◆ Task objective
Go through the listing and copy each line that has the string "paths" in it.
___ Data records ___
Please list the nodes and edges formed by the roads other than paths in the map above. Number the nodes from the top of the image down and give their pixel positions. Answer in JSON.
___
___ Data records ___
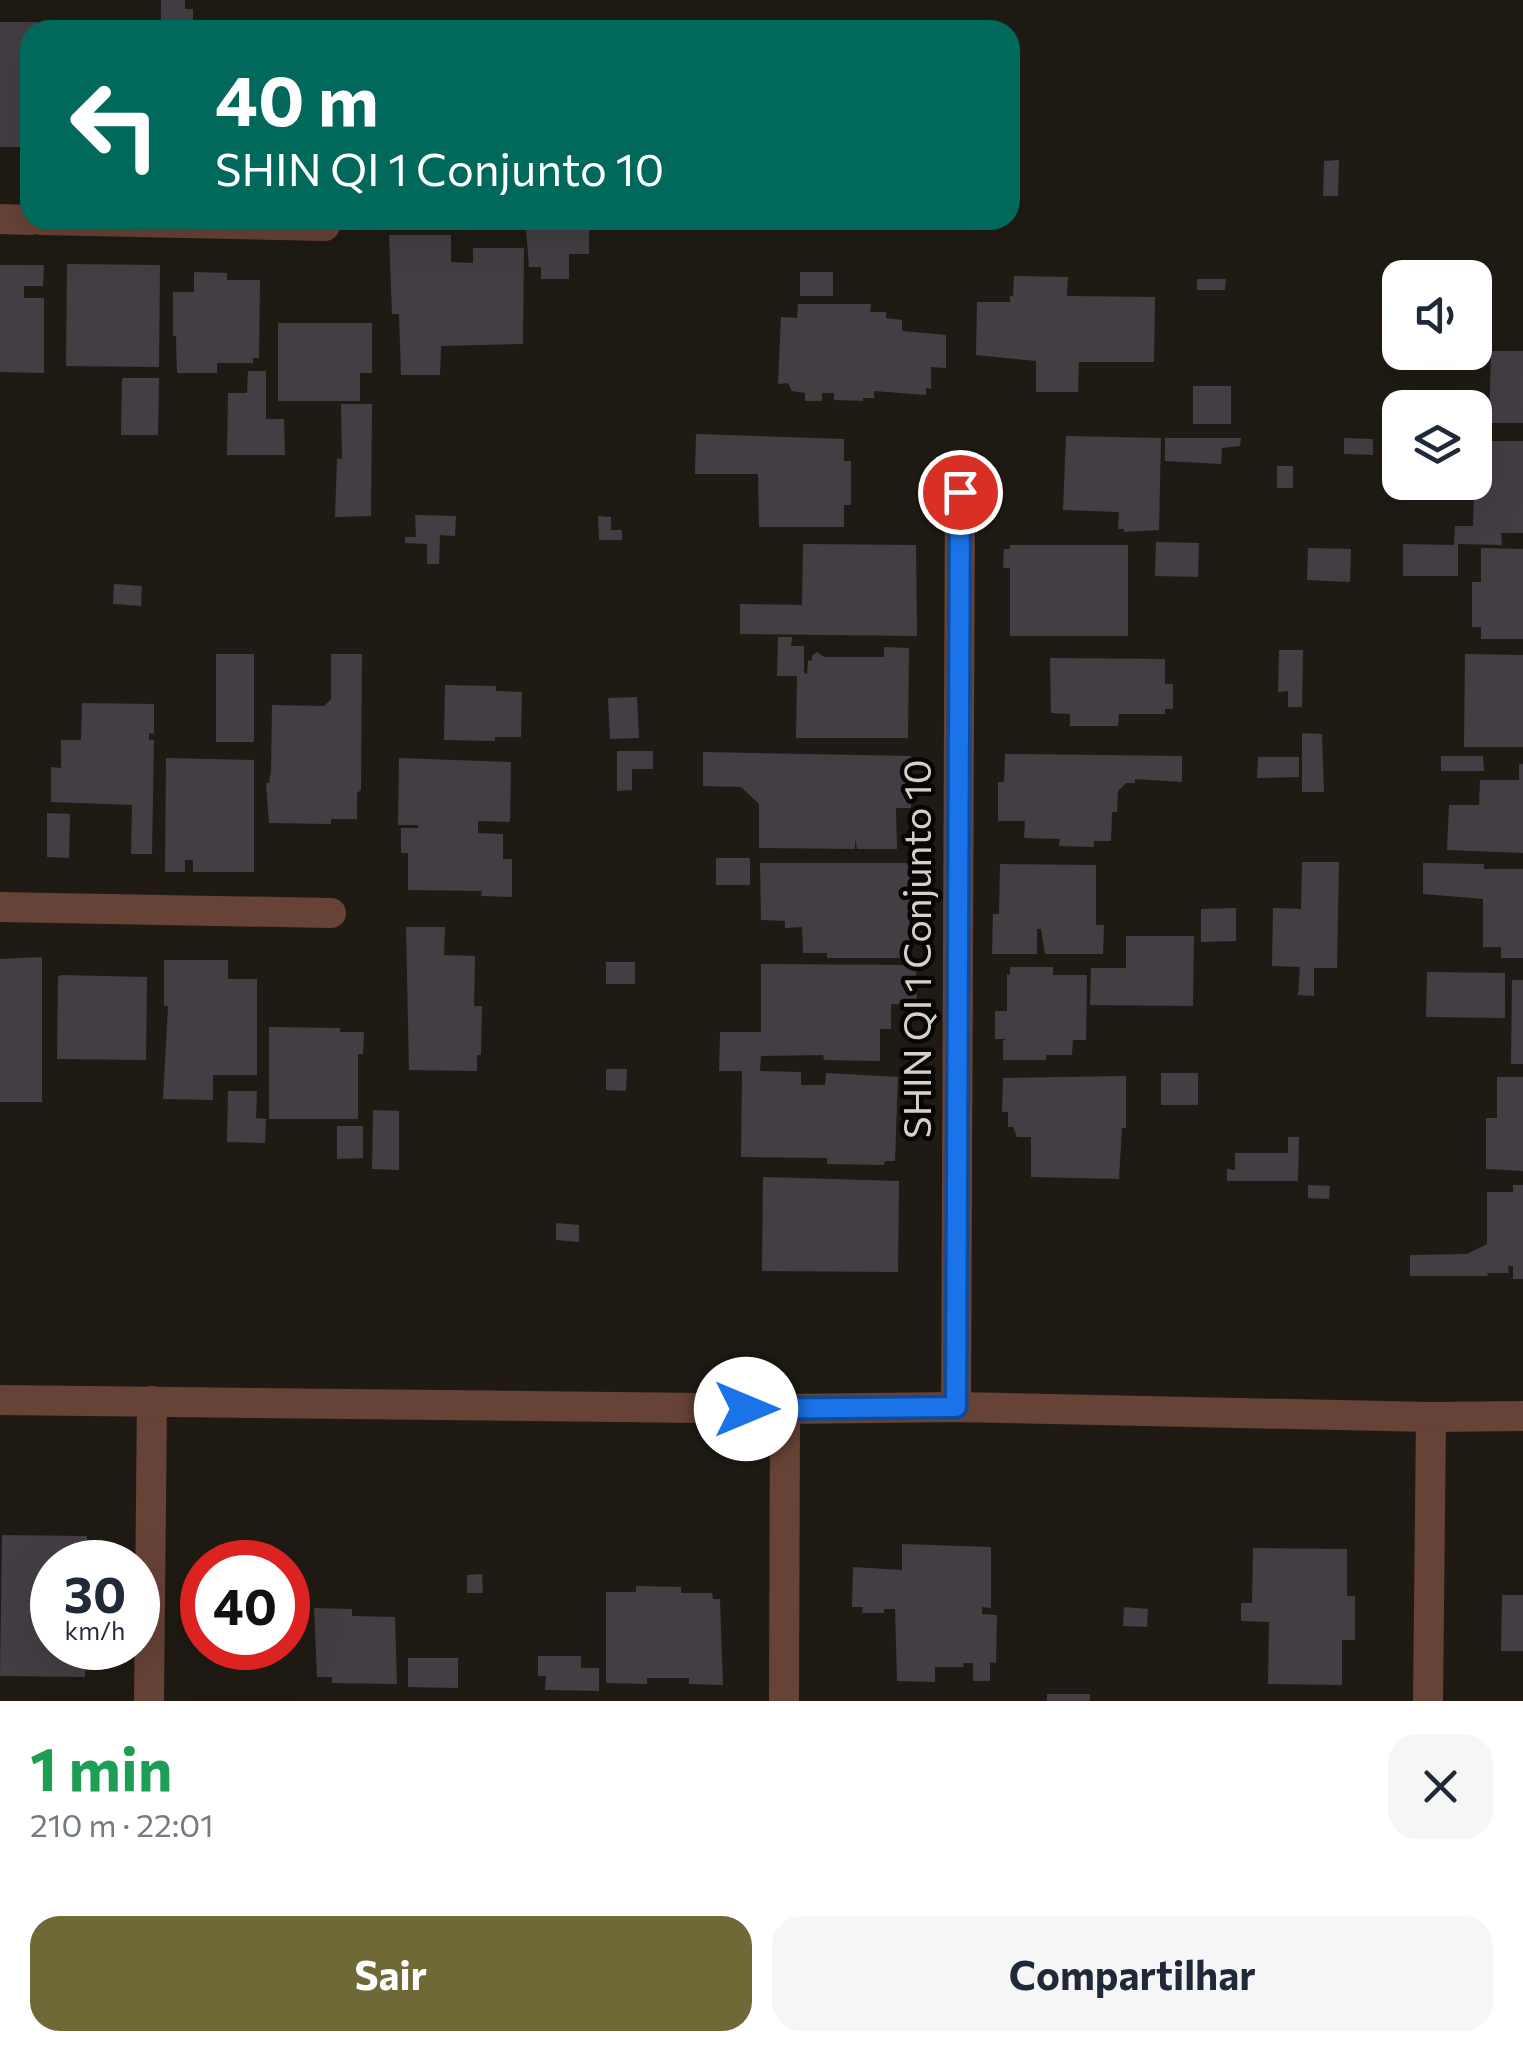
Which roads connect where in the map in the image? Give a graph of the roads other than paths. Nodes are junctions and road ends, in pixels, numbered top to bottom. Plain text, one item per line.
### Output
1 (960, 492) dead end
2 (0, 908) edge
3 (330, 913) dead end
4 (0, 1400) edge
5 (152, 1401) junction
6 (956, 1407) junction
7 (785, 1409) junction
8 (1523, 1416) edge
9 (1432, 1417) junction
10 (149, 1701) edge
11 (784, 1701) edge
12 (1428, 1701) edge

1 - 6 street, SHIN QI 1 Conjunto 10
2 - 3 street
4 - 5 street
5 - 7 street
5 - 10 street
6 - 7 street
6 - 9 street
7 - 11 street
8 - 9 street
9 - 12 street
___
◆ Expected answer
Please list the nodes and edges formed by the roads other than paths in the map above. Number the nodes from the top of the image down and give their pixel positions. Answer in JSON.
Which roads connect where in the map in the image? Give a graph of the roads other than paths. Nodes are junctions and road ends, in pixels, numbered top to bottom. Plain text, one item per line.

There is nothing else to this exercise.